**Assigned task:**
Restate every record exactly, with nothing skipped.

**Record set:**
>>>>>
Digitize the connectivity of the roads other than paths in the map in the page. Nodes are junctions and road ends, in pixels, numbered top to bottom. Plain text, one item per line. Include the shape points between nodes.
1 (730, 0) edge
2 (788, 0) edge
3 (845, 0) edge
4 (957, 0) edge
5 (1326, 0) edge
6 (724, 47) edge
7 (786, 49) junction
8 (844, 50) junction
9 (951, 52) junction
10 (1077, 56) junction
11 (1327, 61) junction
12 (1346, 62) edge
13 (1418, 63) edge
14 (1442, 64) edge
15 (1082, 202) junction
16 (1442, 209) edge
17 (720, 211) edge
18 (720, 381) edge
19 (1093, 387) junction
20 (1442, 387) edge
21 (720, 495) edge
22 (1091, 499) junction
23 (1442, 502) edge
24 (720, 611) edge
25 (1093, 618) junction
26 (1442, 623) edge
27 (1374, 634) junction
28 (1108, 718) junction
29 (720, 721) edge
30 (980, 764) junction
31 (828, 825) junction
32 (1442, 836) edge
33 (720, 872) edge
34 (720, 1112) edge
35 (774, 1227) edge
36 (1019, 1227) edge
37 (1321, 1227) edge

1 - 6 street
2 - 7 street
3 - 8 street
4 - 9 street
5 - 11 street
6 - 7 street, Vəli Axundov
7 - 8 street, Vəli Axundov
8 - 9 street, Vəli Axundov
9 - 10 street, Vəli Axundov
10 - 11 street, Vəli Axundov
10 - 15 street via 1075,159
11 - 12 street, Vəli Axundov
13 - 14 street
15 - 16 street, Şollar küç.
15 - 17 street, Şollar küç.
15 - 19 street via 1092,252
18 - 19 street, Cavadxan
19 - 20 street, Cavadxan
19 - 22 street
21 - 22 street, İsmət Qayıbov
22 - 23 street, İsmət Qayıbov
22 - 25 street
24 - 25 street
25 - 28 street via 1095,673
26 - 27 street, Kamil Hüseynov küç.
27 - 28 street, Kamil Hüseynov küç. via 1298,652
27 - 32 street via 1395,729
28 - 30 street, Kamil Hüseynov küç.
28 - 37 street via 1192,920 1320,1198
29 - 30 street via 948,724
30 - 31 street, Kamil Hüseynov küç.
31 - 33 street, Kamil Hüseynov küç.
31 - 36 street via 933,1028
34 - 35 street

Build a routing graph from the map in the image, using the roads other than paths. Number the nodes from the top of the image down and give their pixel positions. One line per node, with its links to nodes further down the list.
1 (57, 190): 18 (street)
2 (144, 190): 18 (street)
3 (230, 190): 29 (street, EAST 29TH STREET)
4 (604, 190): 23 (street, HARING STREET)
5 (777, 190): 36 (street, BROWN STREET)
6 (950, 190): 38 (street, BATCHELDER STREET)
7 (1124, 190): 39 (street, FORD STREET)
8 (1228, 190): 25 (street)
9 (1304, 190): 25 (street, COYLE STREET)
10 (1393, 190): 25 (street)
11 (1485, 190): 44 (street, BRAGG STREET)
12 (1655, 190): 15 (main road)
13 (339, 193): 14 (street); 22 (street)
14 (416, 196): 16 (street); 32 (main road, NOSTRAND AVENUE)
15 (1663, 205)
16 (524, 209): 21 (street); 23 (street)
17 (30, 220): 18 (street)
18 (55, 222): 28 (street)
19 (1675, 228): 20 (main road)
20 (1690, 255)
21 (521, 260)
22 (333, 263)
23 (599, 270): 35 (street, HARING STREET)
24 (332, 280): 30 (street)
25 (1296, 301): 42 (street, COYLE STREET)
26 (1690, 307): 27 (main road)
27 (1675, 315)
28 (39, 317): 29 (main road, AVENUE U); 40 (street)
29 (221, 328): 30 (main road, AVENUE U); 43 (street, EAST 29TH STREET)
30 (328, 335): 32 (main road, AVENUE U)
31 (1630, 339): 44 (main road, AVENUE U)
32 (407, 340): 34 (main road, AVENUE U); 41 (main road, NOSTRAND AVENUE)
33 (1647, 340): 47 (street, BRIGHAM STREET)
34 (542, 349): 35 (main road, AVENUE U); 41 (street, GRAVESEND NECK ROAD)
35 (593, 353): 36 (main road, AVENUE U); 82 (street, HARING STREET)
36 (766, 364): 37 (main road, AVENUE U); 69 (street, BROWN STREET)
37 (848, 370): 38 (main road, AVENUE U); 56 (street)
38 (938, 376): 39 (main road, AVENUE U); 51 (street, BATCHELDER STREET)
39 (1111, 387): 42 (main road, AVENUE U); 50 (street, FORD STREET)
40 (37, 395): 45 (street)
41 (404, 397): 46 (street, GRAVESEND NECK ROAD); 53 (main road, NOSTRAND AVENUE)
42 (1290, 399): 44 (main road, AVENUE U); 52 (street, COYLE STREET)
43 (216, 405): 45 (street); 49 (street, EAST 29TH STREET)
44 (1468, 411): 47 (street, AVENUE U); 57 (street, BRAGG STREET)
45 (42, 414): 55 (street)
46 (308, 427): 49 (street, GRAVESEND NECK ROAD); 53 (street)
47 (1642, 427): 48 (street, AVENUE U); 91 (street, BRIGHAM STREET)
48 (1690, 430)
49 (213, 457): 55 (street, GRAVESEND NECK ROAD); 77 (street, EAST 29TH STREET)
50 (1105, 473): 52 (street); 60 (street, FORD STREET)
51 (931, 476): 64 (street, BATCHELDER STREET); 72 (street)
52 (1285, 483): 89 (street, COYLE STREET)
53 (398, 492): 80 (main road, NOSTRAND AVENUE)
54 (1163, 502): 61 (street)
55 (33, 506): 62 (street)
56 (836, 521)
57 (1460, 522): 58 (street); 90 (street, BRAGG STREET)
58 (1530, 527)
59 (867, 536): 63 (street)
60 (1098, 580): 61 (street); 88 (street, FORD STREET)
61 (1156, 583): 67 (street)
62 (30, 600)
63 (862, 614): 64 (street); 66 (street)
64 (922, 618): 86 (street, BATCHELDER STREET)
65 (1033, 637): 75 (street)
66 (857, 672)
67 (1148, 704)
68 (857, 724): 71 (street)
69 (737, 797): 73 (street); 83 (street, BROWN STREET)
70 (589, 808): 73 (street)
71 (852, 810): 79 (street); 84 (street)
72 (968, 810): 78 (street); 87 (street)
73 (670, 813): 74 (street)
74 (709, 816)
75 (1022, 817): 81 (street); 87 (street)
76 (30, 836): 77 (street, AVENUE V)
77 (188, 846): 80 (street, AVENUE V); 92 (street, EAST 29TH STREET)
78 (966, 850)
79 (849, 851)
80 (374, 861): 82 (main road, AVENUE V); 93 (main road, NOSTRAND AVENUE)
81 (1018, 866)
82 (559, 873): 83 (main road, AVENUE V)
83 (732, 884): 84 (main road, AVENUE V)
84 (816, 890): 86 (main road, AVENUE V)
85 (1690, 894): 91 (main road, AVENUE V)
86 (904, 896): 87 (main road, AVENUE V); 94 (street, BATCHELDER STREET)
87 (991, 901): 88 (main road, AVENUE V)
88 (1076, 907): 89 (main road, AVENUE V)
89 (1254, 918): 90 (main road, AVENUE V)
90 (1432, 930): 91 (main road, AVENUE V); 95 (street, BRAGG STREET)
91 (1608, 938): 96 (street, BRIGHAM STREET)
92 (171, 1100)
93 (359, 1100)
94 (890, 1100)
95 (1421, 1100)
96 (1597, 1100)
<<<<<
**Response to the task:**
Digitize the connectivity of the roads other than paths in the map in the page. Nodes are junctions and road ends, in pixels, numbered top to bottom. Plain text, one item per line. Include the shape points between nodes.
1 (730, 0) edge
2 (788, 0) edge
3 (845, 0) edge
4 (957, 0) edge
5 (1326, 0) edge
6 (724, 47) edge
7 (786, 49) junction
8 (844, 50) junction
9 (951, 52) junction
10 (1077, 56) junction
11 (1327, 61) junction
12 (1346, 62) edge
13 (1418, 63) edge
14 (1442, 64) edge
15 (1082, 202) junction
16 (1442, 209) edge
17 (720, 211) edge
18 (720, 381) edge
19 (1093, 387) junction
20 (1442, 387) edge
21 (720, 495) edge
22 (1091, 499) junction
23 (1442, 502) edge
24 (720, 611) edge
25 (1093, 618) junction
26 (1442, 623) edge
27 (1374, 634) junction
28 (1108, 718) junction
29 (720, 721) edge
30 (980, 764) junction
31 (828, 825) junction
32 (1442, 836) edge
33 (720, 872) edge
34 (720, 1112) edge
35 (774, 1227) edge
36 (1019, 1227) edge
37 (1321, 1227) edge

1 - 6 street
2 - 7 street
3 - 8 street
4 - 9 street
5 - 11 street
6 - 7 street, Vəli Axundov
7 - 8 street, Vəli Axundov
8 - 9 street, Vəli Axundov
9 - 10 street, Vəli Axundov
10 - 11 street, Vəli Axundov
10 - 15 street via 1075,159
11 - 12 street, Vəli Axundov
13 - 14 street
15 - 16 street, Şollar küç.
15 - 17 street, Şollar küç.
15 - 19 street via 1092,252
18 - 19 street, Cavadxan
19 - 20 street, Cavadxan
19 - 22 street
21 - 22 street, İsmət Qayıbov
22 - 23 street, İsmət Qayıbov
22 - 25 street
24 - 25 street
25 - 28 street via 1095,673
26 - 27 street, Kamil Hüseynov küç.
27 - 28 street, Kamil Hüseynov küç. via 1298,652
27 - 32 street via 1395,729
28 - 30 street, Kamil Hüseynov küç.
28 - 37 street via 1192,920 1320,1198
29 - 30 street via 948,724
30 - 31 street, Kamil Hüseynov küç.
31 - 33 street, Kamil Hüseynov küç.
31 - 36 street via 933,1028
34 - 35 street

Build a routing graph from the map in the image, using the roads other than paths. Number the nodes from the top of the image down and give their pixel positions. One line per node, with its links to nodes further down the list.
1 (57, 190): 18 (street)
2 (144, 190): 18 (street)
3 (230, 190): 29 (street, EAST 29TH STREET)
4 (604, 190): 23 (street, HARING STREET)
5 (777, 190): 36 (street, BROWN STREET)
6 (950, 190): 38 (street, BATCHELDER STREET)
7 (1124, 190): 39 (street, FORD STREET)
8 (1228, 190): 25 (street)
9 (1304, 190): 25 (street, COYLE STREET)
10 (1393, 190): 25 (street)
11 (1485, 190): 44 (street, BRAGG STREET)
12 (1655, 190): 15 (main road)
13 (339, 193): 14 (street); 22 (street)
14 (416, 196): 16 (street); 32 (main road, NOSTRAND AVENUE)
15 (1663, 205)
16 (524, 209): 21 (street); 23 (street)
17 (30, 220): 18 (street)
18 (55, 222): 28 (street)
19 (1675, 228): 20 (main road)
20 (1690, 255)
21 (521, 260)
22 (333, 263)
23 (599, 270): 35 (street, HARING STREET)
24 (332, 280): 30 (street)
25 (1296, 301): 42 (street, COYLE STREET)
26 (1690, 307): 27 (main road)
27 (1675, 315)
28 (39, 317): 29 (main road, AVENUE U); 40 (street)
29 (221, 328): 30 (main road, AVENUE U); 43 (street, EAST 29TH STREET)
30 (328, 335): 32 (main road, AVENUE U)
31 (1630, 339): 44 (main road, AVENUE U)
32 (407, 340): 34 (main road, AVENUE U); 41 (main road, NOSTRAND AVENUE)
33 (1647, 340): 47 (street, BRIGHAM STREET)
34 (542, 349): 35 (main road, AVENUE U); 41 (street, GRAVESEND NECK ROAD)
35 (593, 353): 36 (main road, AVENUE U); 82 (street, HARING STREET)
36 (766, 364): 37 (main road, AVENUE U); 69 (street, BROWN STREET)
37 (848, 370): 38 (main road, AVENUE U); 56 (street)
38 (938, 376): 39 (main road, AVENUE U); 51 (street, BATCHELDER STREET)
39 (1111, 387): 42 (main road, AVENUE U); 50 (street, FORD STREET)
40 (37, 395): 45 (street)
41 (404, 397): 46 (street, GRAVESEND NECK ROAD); 53 (main road, NOSTRAND AVENUE)
42 (1290, 399): 44 (main road, AVENUE U); 52 (street, COYLE STREET)
43 (216, 405): 45 (street); 49 (street, EAST 29TH STREET)
44 (1468, 411): 47 (street, AVENUE U); 57 (street, BRAGG STREET)
45 (42, 414): 55 (street)
46 (308, 427): 49 (street, GRAVESEND NECK ROAD); 53 (street)
47 (1642, 427): 48 (street, AVENUE U); 91 (street, BRIGHAM STREET)
48 (1690, 430)
49 (213, 457): 55 (street, GRAVESEND NECK ROAD); 77 (street, EAST 29TH STREET)
50 (1105, 473): 52 (street); 60 (street, FORD STREET)
51 (931, 476): 64 (street, BATCHELDER STREET); 72 (street)
52 (1285, 483): 89 (street, COYLE STREET)
53 (398, 492): 80 (main road, NOSTRAND AVENUE)
54 (1163, 502): 61 (street)
55 (33, 506): 62 (street)
56 (836, 521)
57 (1460, 522): 58 (street); 90 (street, BRAGG STREET)
58 (1530, 527)
59 (867, 536): 63 (street)
60 (1098, 580): 61 (street); 88 (street, FORD STREET)
61 (1156, 583): 67 (street)
62 (30, 600)
63 (862, 614): 64 (street); 66 (street)
64 (922, 618): 86 (street, BATCHELDER STREET)
65 (1033, 637): 75 (street)
66 (857, 672)
67 (1148, 704)
68 (857, 724): 71 (street)
69 (737, 797): 73 (street); 83 (street, BROWN STREET)
70 (589, 808): 73 (street)
71 (852, 810): 79 (street); 84 (street)
72 (968, 810): 78 (street); 87 (street)
73 (670, 813): 74 (street)
74 (709, 816)
75 (1022, 817): 81 (street); 87 (street)
76 (30, 836): 77 (street, AVENUE V)
77 (188, 846): 80 (street, AVENUE V); 92 (street, EAST 29TH STREET)
78 (966, 850)
79 (849, 851)
80 (374, 861): 82 (main road, AVENUE V); 93 (main road, NOSTRAND AVENUE)
81 (1018, 866)
82 (559, 873): 83 (main road, AVENUE V)
83 (732, 884): 84 (main road, AVENUE V)
84 (816, 890): 86 (main road, AVENUE V)
85 (1690, 894): 91 (main road, AVENUE V)
86 (904, 896): 87 (main road, AVENUE V); 94 (street, BATCHELDER STREET)
87 (991, 901): 88 (main road, AVENUE V)
88 (1076, 907): 89 (main road, AVENUE V)
89 (1254, 918): 90 (main road, AVENUE V)
90 (1432, 930): 91 (main road, AVENUE V); 95 (street, BRAGG STREET)
91 (1608, 938): 96 (street, BRIGHAM STREET)
92 (171, 1100)
93 (359, 1100)
94 (890, 1100)
95 (1421, 1100)
96 (1597, 1100)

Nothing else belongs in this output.